### Work instructions
Taking the entries below, transcribe only the lines starting with the one with "middle mcp: (178, 238)" and going on through the one with "thumb mcp: (360, 341)", exactly as written, without the pictures.

(Material for this exercise Opens)

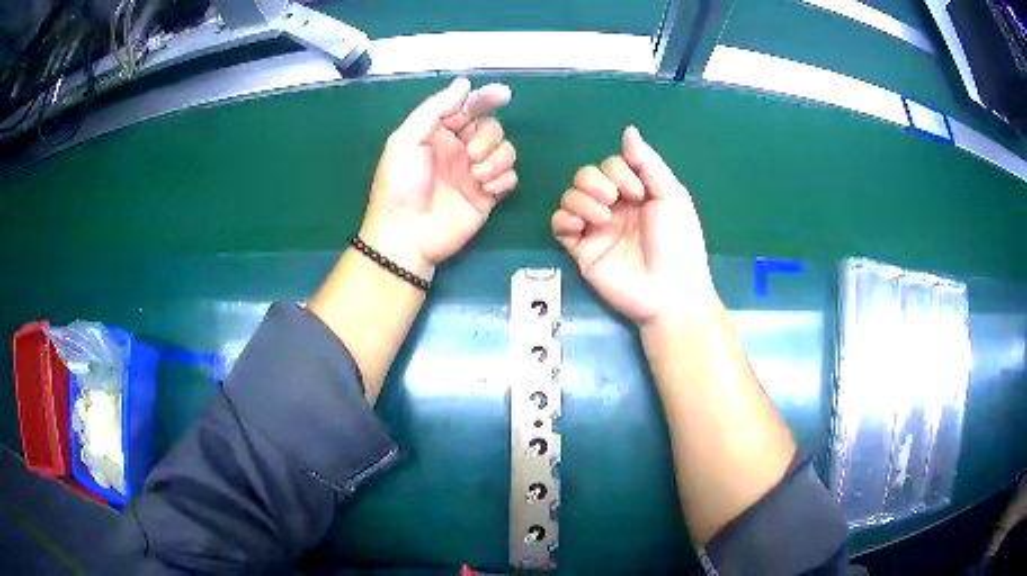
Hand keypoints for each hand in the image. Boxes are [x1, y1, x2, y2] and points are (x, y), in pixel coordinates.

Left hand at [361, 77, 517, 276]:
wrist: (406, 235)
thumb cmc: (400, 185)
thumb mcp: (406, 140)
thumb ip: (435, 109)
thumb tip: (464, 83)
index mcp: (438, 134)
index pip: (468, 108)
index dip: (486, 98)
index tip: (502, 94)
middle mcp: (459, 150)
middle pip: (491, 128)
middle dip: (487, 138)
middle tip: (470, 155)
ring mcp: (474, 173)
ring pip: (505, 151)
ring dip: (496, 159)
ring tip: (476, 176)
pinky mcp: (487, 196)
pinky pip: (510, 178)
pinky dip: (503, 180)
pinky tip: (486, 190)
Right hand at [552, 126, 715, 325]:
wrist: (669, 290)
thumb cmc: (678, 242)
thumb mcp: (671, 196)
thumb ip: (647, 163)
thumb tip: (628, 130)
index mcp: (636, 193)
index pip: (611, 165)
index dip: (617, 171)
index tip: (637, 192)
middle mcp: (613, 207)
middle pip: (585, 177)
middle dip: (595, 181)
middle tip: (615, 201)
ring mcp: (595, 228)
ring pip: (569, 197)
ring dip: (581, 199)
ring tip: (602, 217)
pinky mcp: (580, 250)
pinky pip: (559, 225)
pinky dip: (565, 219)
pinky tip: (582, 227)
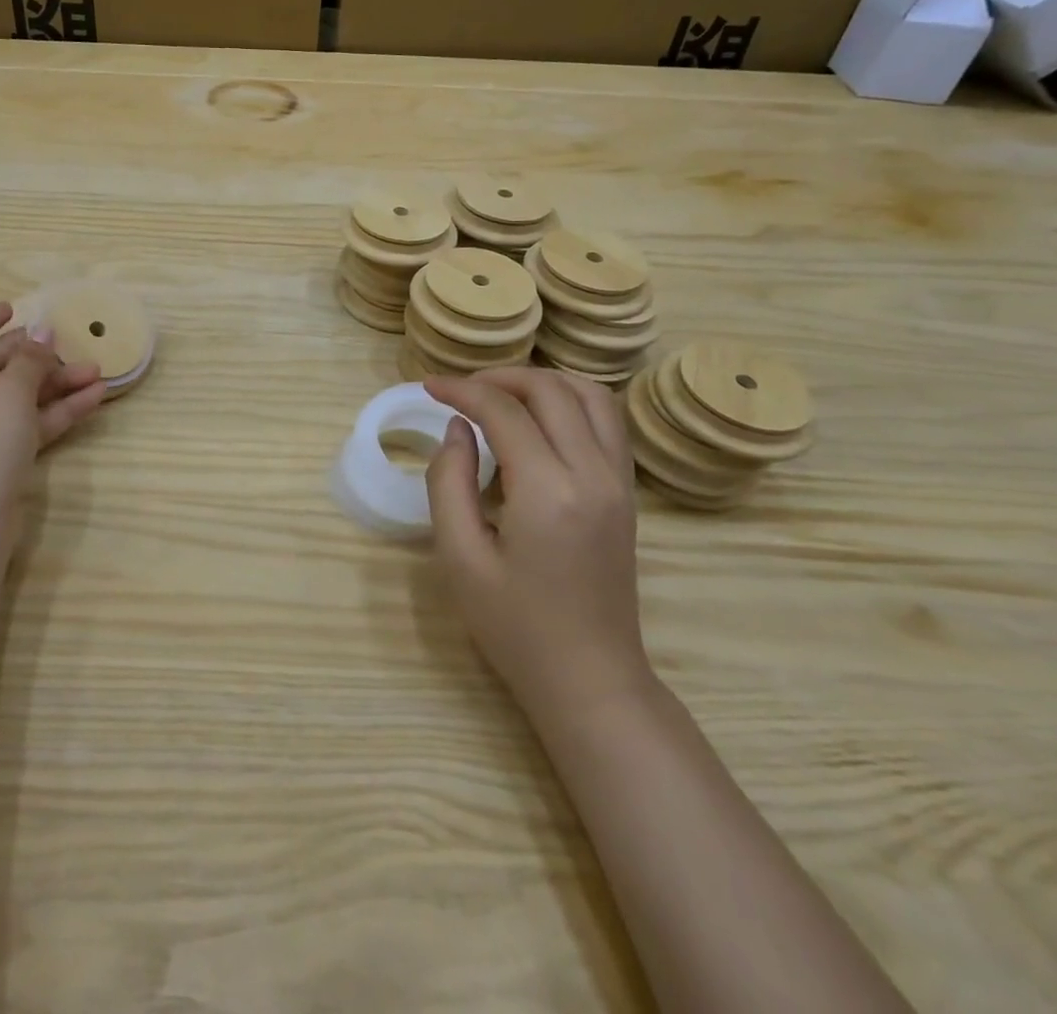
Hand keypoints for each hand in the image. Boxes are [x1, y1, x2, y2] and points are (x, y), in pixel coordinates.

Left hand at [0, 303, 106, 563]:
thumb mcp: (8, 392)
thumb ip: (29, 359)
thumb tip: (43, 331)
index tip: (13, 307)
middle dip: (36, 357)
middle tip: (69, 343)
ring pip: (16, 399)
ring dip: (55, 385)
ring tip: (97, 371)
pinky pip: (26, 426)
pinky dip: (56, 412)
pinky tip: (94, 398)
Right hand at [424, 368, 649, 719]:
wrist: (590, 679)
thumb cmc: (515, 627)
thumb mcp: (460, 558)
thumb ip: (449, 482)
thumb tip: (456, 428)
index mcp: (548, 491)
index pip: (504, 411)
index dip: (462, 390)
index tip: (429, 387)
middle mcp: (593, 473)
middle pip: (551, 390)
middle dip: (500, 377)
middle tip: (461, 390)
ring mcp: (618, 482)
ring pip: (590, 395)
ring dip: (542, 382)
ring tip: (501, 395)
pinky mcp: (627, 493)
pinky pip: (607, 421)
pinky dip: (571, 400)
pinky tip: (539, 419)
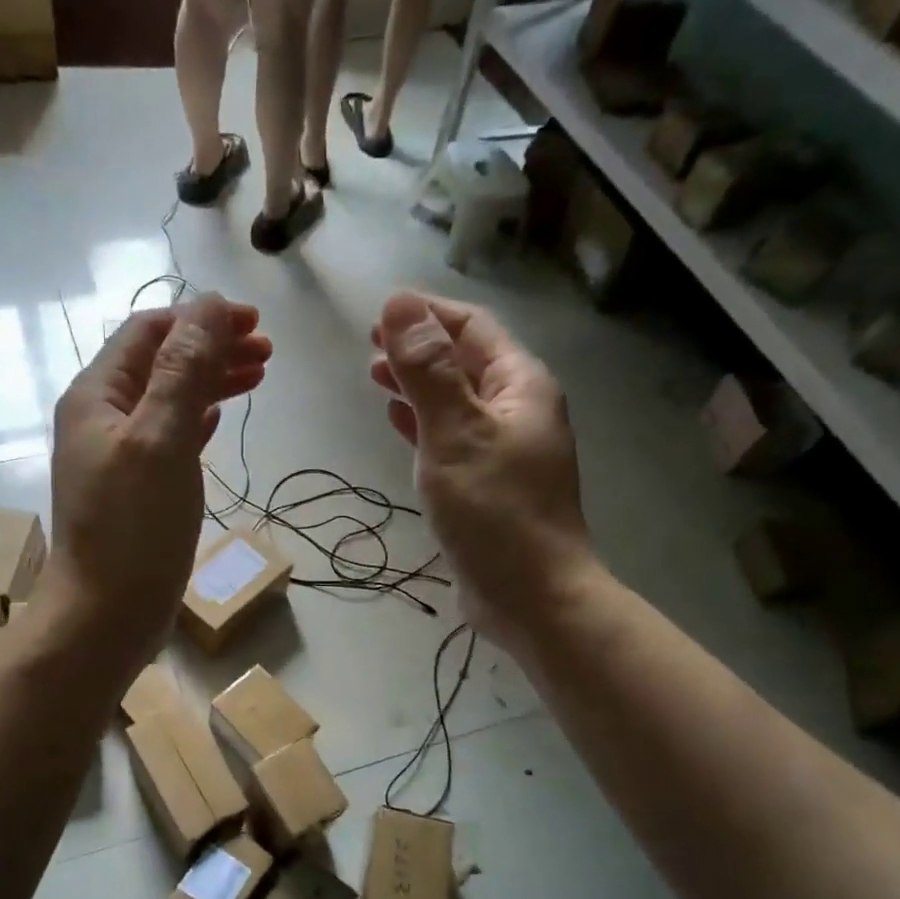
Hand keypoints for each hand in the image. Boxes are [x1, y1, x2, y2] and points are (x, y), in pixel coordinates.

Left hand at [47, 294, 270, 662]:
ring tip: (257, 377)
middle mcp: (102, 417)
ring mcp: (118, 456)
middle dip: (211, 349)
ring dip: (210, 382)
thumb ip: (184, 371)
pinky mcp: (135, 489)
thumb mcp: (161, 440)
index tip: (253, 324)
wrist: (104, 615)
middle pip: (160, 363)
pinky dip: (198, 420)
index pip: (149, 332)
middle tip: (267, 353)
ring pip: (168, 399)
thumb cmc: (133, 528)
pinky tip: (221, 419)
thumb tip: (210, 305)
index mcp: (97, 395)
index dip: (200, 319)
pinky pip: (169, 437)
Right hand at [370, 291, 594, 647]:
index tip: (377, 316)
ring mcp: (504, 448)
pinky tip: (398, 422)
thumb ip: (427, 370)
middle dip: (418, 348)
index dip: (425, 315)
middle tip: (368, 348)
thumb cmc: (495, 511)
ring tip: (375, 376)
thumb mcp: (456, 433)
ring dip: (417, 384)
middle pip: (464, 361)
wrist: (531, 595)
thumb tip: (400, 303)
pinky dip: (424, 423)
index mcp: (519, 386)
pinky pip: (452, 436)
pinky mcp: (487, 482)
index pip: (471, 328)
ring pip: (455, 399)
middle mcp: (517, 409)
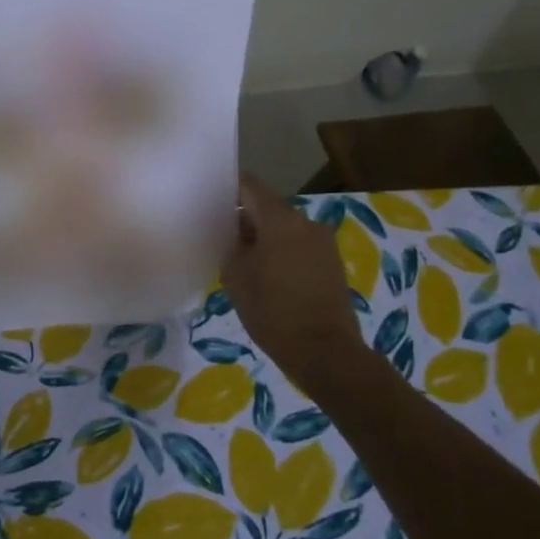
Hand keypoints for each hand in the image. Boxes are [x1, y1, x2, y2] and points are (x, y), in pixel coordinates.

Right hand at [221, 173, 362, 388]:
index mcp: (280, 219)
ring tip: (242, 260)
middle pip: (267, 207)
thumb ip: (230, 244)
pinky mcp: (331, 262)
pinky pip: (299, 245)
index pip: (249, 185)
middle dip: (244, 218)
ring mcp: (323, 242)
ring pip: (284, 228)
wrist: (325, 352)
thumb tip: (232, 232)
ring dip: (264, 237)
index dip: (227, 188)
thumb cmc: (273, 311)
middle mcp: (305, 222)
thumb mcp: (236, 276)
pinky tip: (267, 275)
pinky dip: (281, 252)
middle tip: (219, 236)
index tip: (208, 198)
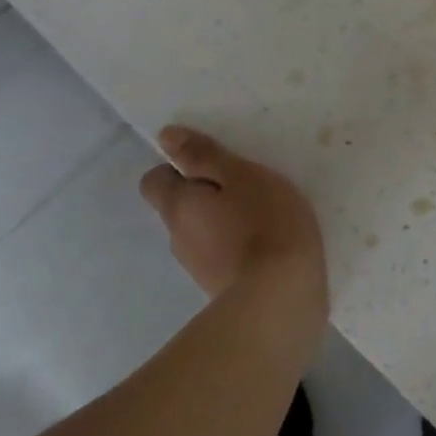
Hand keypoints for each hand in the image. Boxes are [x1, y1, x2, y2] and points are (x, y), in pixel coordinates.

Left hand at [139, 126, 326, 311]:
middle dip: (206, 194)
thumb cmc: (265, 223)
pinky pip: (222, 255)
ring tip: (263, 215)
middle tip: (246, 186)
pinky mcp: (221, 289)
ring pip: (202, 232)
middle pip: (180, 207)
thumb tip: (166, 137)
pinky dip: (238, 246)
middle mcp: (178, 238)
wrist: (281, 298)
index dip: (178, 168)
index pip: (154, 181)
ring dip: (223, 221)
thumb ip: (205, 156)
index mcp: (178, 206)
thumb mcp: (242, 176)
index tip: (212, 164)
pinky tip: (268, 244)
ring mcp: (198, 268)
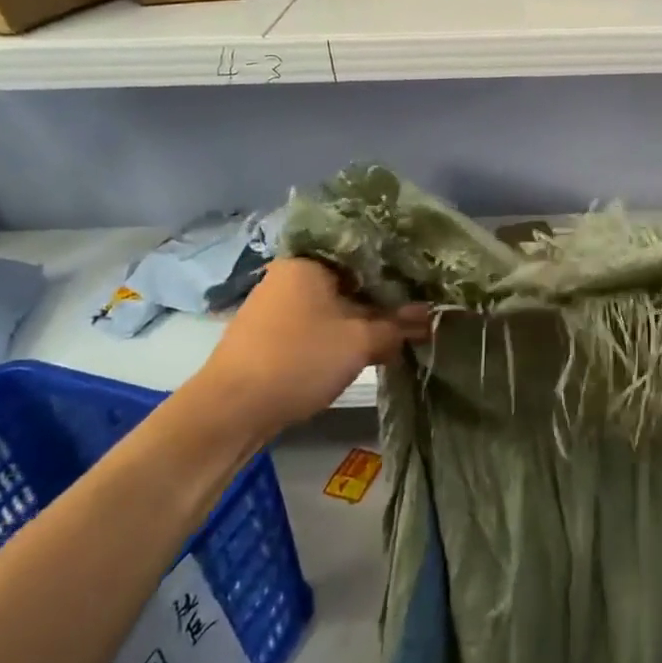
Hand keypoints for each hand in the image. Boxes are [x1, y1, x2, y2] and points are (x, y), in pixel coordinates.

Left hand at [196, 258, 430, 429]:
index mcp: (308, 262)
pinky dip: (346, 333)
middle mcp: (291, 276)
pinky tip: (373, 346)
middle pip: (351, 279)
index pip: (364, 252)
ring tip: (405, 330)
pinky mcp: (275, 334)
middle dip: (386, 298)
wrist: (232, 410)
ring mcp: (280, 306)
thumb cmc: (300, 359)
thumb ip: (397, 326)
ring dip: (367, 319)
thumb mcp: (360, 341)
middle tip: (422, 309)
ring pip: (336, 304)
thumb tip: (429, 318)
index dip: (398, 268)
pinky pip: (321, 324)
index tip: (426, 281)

(Material for this exercise Closes)

### The completed task
middle mcp: (178, 238)
wrist: (281, 298)
index dip: (178, 168)
index pip: (154, 181)
ring dip: (223, 221)
thumb ip: (205, 156)
index mcp: (178, 206)
thumb mcp: (242, 176)
index tip: (212, 164)
pinky tip: (268, 244)
ring mcp: (198, 268)
Hand keypoints for each hand in the image. Boxes are [x1, y1, x2, y2] and points are (x, y), in pixel coordinates.

Left hand at [196, 258, 430, 429]:
index mcp: (308, 262)
pinky dip: (346, 333)
middle mcp: (291, 276)
pinky tip: (373, 346)
middle pip: (351, 279)
index pip: (364, 252)
ring tip: (405, 330)
pinky mcp: (275, 334)
middle dip: (386, 298)
wrist: (232, 410)
ring mcp: (280, 306)
thumb cmc: (300, 359)
thumb ip: (397, 326)
ring dip: (367, 319)
thumb mcp: (360, 341)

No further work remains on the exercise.